Opinion

Outspoken- You Couldn't Silence Me If You Tried

A few years ago someone called me “outspoken”. I believe I knew what the word meant, but the way the person said it to me made me think it possibly had a different meaning. So I went to the online dictionary and looked it up. The word outspoken means “frank in stating one's opinions, especially if they are critical or controversial.” My response to my own query was yea, you bet I am outspoken. I have always had my opinions and firmly held beliefs, but over the years I have become even more outspoken in the sense that I actually enjoy speaking my peace not just because I want to hear myself talk, but because it generates a conversation with others, it gets the ball rolling, it gets the juices flowing. I don’t want anyone to “yes” me to death. I don’t want to hear what I want to hear. If someone disagrees with me, then feel free, but be sure to back up your opinions with cold hard facts. I never go into anything half-cocked. I am never unprepared. I can handle criticism, but what I cant handle it staying quiet when I have something to say. To me, it doesn’t matter who is listening or how long they will listen. I always believed that if you want something in life you have to go after it. No one will hand you anything for free. So you have to get out there and don’t worry about the critics and don’t worry about those who disagree. Those who have different opinions are free to speak their peace too. It is what causes the dialogue and the free flow of information. The First Amendment’s protection for freedom of expression applies to the gathering of information for the purpose of engaging in speech. Exercise your right to free speech every chance you get.

Speaking your mind is useless if you’re just tearing someone down. To have a productive conversation, you should empathize with the person you’re speaking to so you can connect with them and they can appreciate and take to heart what you’re saying. Take a deep breath and walk into every room with confidence, knowing that you’ve earned the right to be there. Speak with great intention, even though you know that not everybody is going to like what you say. Over the years I have learned that you should not always wait to speak. I started listening actively, knowing that I was going to comment on something and having it in my mind that I would interrupt at the right moment. It’s both polite and useful to say, before we proceed to the next subject, I would like to add the following…. If you wait to be called on, often the discussion will move on so far that whatever you’re talking about will not be germane. Being able to express yourself fully means not worrying that someone is going to talk over you before you’ve finished. But that often happens when people don’t even realize that they’re cutting off the other person. If you’re speaking with someone who keeps interrupting, you have to point it out to them. Also, remember to keep it short and sweet. If you talk extensively about something whether out of nerves or wanting to explain yourself—you end up saying too much. Don’t chatter just to fill the dead air. Speak your piece, then stop and listen.

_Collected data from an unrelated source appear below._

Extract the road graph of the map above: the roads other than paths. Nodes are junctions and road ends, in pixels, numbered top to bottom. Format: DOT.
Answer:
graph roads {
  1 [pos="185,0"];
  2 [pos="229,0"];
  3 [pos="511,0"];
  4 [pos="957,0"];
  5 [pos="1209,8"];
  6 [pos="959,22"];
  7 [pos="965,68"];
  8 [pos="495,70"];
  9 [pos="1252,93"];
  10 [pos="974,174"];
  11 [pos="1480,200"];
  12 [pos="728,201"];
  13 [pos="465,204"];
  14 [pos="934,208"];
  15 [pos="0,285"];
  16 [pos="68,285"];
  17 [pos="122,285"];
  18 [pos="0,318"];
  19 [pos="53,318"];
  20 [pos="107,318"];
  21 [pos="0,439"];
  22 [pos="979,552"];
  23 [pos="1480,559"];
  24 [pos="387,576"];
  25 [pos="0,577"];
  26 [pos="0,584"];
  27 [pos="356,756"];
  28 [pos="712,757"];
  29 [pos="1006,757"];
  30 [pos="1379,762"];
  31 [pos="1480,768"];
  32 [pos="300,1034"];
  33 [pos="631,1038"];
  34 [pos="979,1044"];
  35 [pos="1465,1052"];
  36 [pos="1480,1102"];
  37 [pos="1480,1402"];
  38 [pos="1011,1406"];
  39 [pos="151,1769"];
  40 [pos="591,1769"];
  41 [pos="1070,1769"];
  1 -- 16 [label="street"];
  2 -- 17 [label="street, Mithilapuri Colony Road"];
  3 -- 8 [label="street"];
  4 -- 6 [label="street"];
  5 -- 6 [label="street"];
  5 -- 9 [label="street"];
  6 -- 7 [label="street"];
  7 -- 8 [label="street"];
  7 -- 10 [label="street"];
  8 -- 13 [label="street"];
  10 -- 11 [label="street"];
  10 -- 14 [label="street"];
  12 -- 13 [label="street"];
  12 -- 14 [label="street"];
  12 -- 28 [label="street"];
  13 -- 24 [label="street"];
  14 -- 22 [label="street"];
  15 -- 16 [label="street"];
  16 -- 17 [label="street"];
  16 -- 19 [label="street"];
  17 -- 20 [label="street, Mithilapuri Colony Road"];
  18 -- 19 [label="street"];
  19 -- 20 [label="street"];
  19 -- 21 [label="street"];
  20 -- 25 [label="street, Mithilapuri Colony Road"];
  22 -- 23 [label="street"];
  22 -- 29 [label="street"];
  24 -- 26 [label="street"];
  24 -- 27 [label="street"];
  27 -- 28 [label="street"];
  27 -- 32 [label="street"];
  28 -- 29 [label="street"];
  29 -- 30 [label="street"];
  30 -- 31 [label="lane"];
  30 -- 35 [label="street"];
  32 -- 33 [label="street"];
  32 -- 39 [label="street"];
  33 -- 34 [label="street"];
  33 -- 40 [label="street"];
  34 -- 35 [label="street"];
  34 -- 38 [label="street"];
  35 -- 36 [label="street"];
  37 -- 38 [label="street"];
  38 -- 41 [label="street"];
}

The price you pay for being outspoken is that you often gain some enemies along the way. But at least you stand by what you believe in and aren’t afraid to speak your mind. Stop worrying that what you say may hurt someone’s feelings, or that your opinion will make people think badly of you. Never let anyone walk all over you. NO ONE. NEVER

Fortunately, I have been introduced to people who told me things without unnecessary sugar-coating. They stood by their beliefs, they didn’t take anyone’s nonsense, and they told me the inevitable truth. At first, their bluntness was a shock, but I quickly learned and really started to admire straight-forward people. The world needs bold people. There are many reasons for my appreciation and understanding of importance regarding honest people. Straight-forward people are reliable. They are trustworthy and dependable for the truth. A bold person wouldn’t waste their time speaking about a friend behind their back. If they had a problem with a particular friend, they would come right out and tell that person. Bold personalities are genuine. They are the kind of people who stand up for what they believe in and are not afraid to rationalize with others.

Have the courage to say what everyone else is thinking. Don’t dance around the truth or continually seek approval from others as it is a big waste of time. Speaking the truth requires bravery and acceptance of criticism. I always say go for it, because people who are okay with honesty are likely the people that should be in your life. I am outspoken and proud of it. If you don’t like my brutal honesty, then change the channel.